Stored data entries
--- START ---

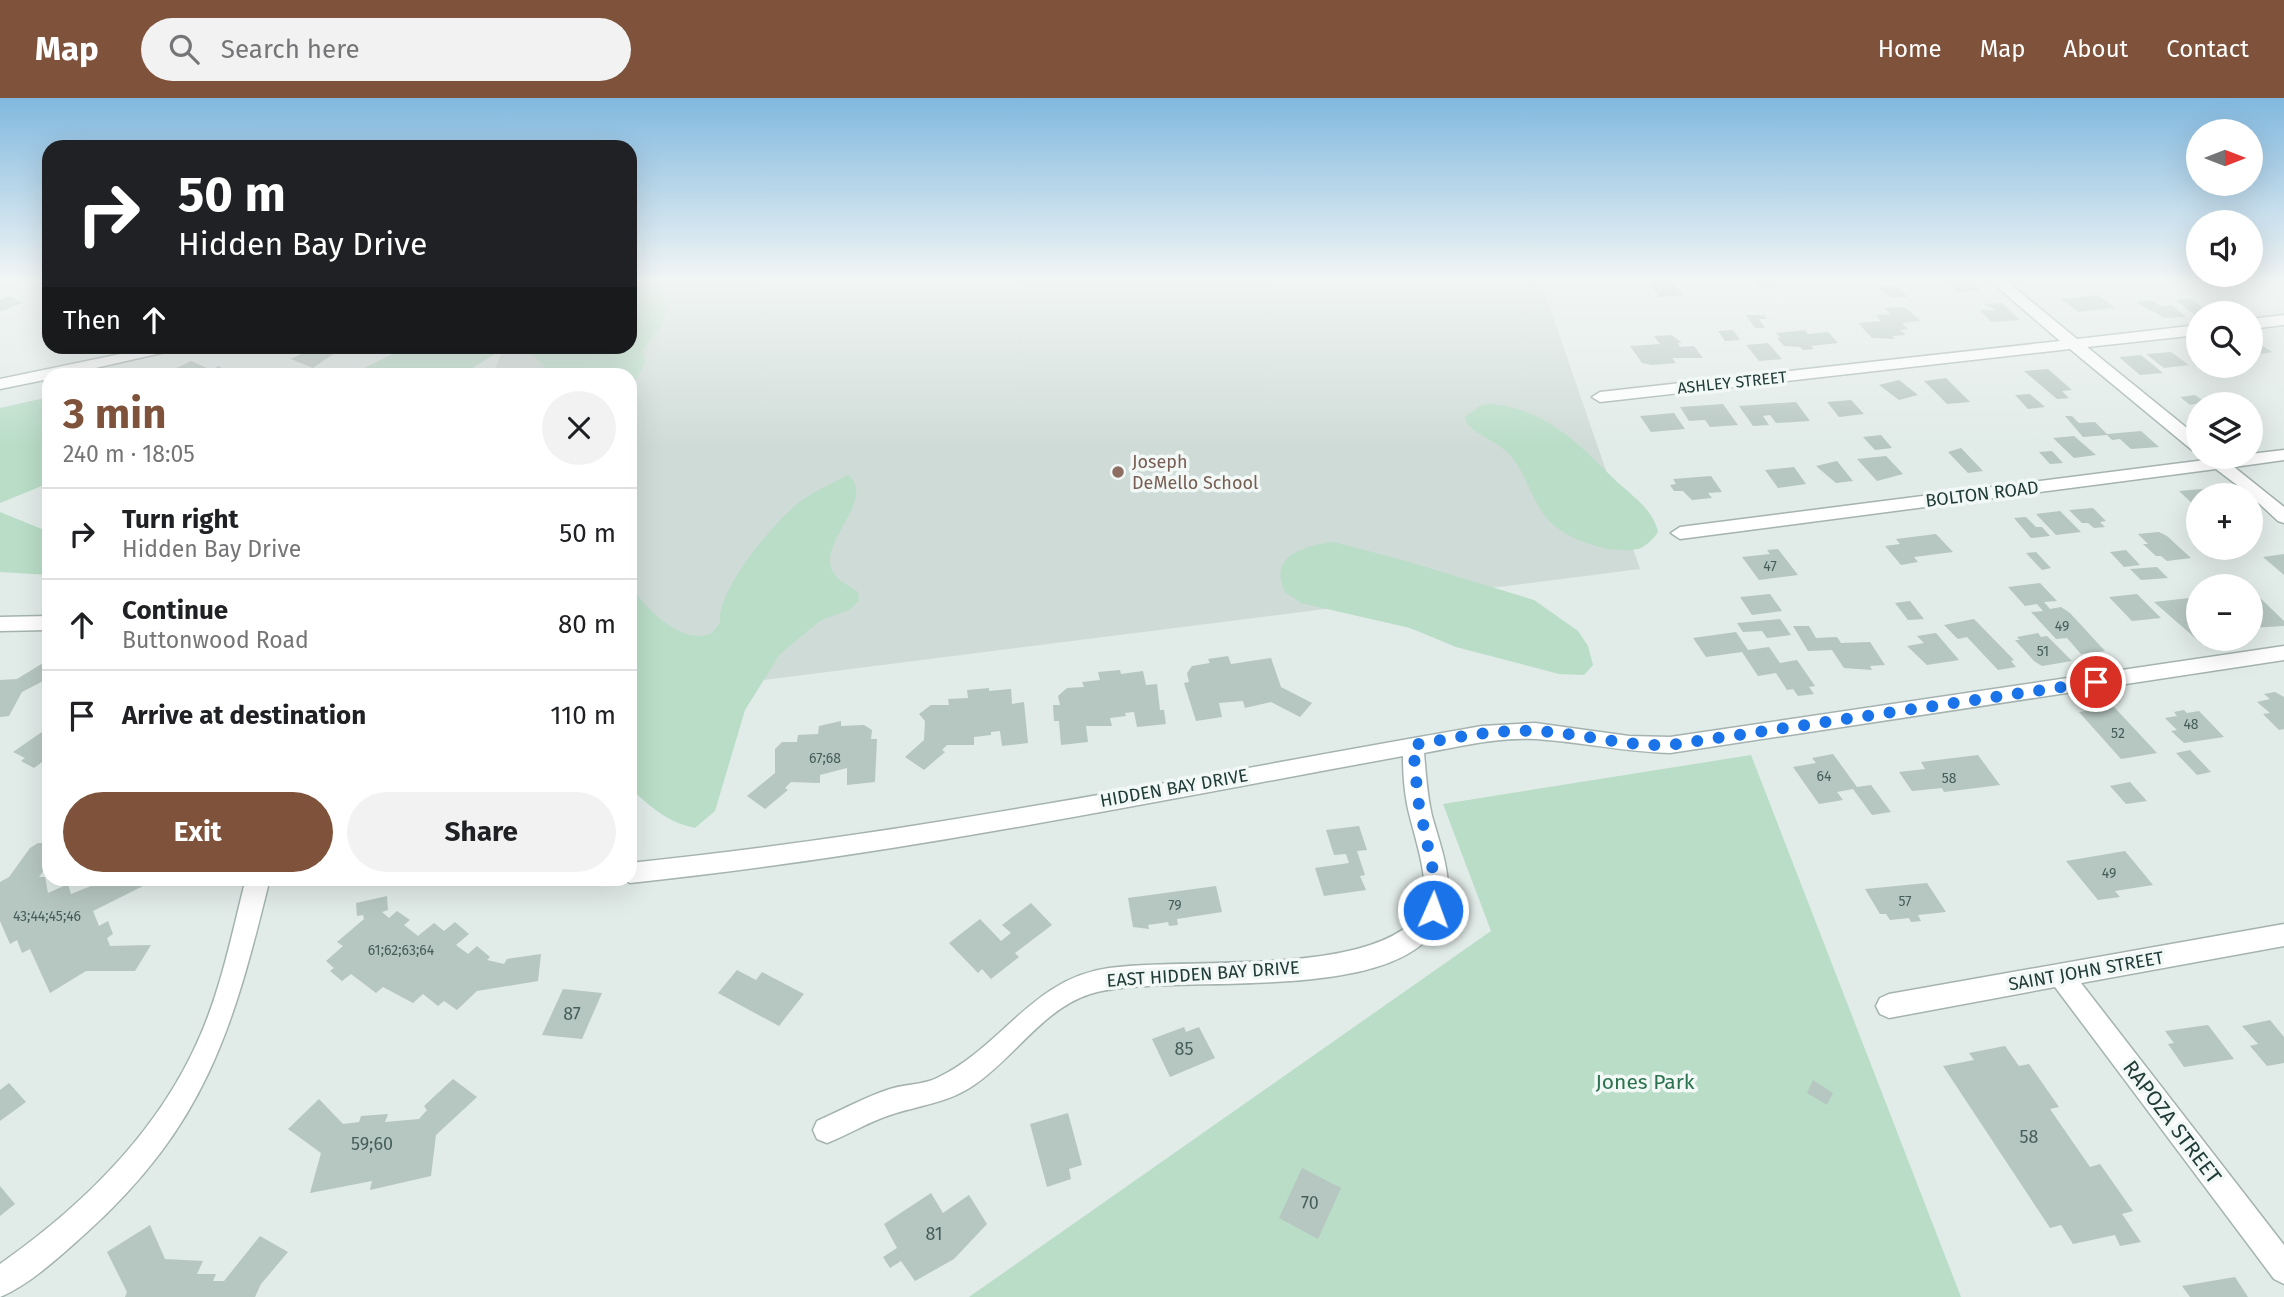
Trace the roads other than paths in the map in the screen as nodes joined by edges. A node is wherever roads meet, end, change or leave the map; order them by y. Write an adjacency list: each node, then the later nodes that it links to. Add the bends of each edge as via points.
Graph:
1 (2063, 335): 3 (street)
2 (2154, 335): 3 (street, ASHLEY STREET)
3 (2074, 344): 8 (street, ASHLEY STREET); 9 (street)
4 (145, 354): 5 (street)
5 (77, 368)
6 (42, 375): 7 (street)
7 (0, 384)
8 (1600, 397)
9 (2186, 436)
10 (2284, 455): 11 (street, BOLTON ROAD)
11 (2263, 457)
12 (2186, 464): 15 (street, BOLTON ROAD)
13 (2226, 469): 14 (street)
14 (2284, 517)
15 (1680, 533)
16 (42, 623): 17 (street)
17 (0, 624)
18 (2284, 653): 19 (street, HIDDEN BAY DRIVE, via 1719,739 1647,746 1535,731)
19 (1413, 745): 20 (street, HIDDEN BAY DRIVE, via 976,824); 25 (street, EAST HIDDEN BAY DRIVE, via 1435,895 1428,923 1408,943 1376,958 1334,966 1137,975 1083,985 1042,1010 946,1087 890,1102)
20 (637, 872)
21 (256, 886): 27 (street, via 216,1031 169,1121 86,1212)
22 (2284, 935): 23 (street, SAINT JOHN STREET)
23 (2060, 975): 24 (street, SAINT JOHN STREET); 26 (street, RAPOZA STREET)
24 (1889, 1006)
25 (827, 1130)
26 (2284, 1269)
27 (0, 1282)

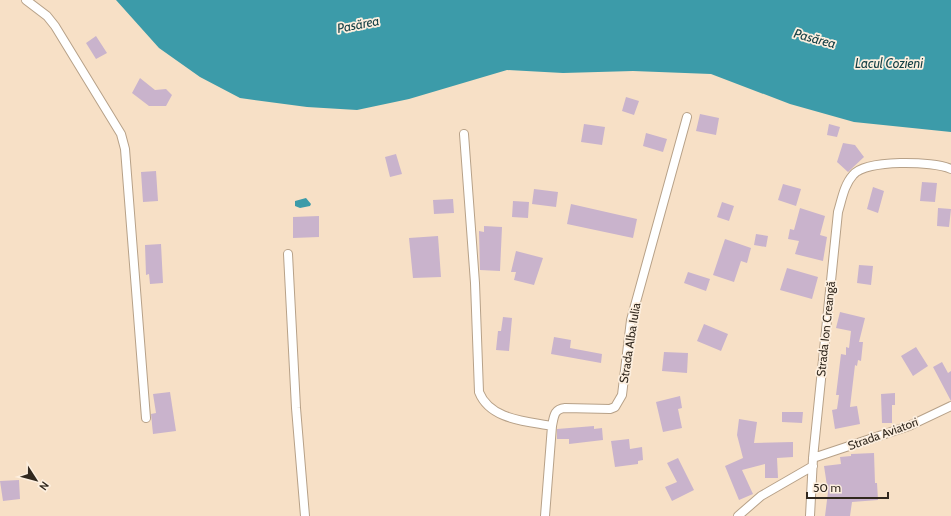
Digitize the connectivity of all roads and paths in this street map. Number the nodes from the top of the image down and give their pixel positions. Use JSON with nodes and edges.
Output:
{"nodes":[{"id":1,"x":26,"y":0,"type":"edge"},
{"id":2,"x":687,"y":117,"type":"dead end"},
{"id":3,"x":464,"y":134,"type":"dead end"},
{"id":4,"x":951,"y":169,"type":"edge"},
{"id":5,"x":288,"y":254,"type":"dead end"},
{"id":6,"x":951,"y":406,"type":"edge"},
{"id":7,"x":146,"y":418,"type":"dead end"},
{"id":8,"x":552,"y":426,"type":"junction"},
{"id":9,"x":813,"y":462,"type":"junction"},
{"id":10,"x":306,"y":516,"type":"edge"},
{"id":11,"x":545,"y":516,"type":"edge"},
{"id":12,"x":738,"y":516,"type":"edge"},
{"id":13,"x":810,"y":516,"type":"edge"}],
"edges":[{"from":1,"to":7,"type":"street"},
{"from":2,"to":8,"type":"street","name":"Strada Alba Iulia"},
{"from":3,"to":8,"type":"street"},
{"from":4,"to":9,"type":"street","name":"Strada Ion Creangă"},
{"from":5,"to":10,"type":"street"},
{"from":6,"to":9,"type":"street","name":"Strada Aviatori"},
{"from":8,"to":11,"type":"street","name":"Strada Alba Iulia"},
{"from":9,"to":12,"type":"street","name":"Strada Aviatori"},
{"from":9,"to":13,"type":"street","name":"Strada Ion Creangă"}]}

--- END ---

State how many lines of the records above contain the word "roads", and give only that number.

### Answer area
2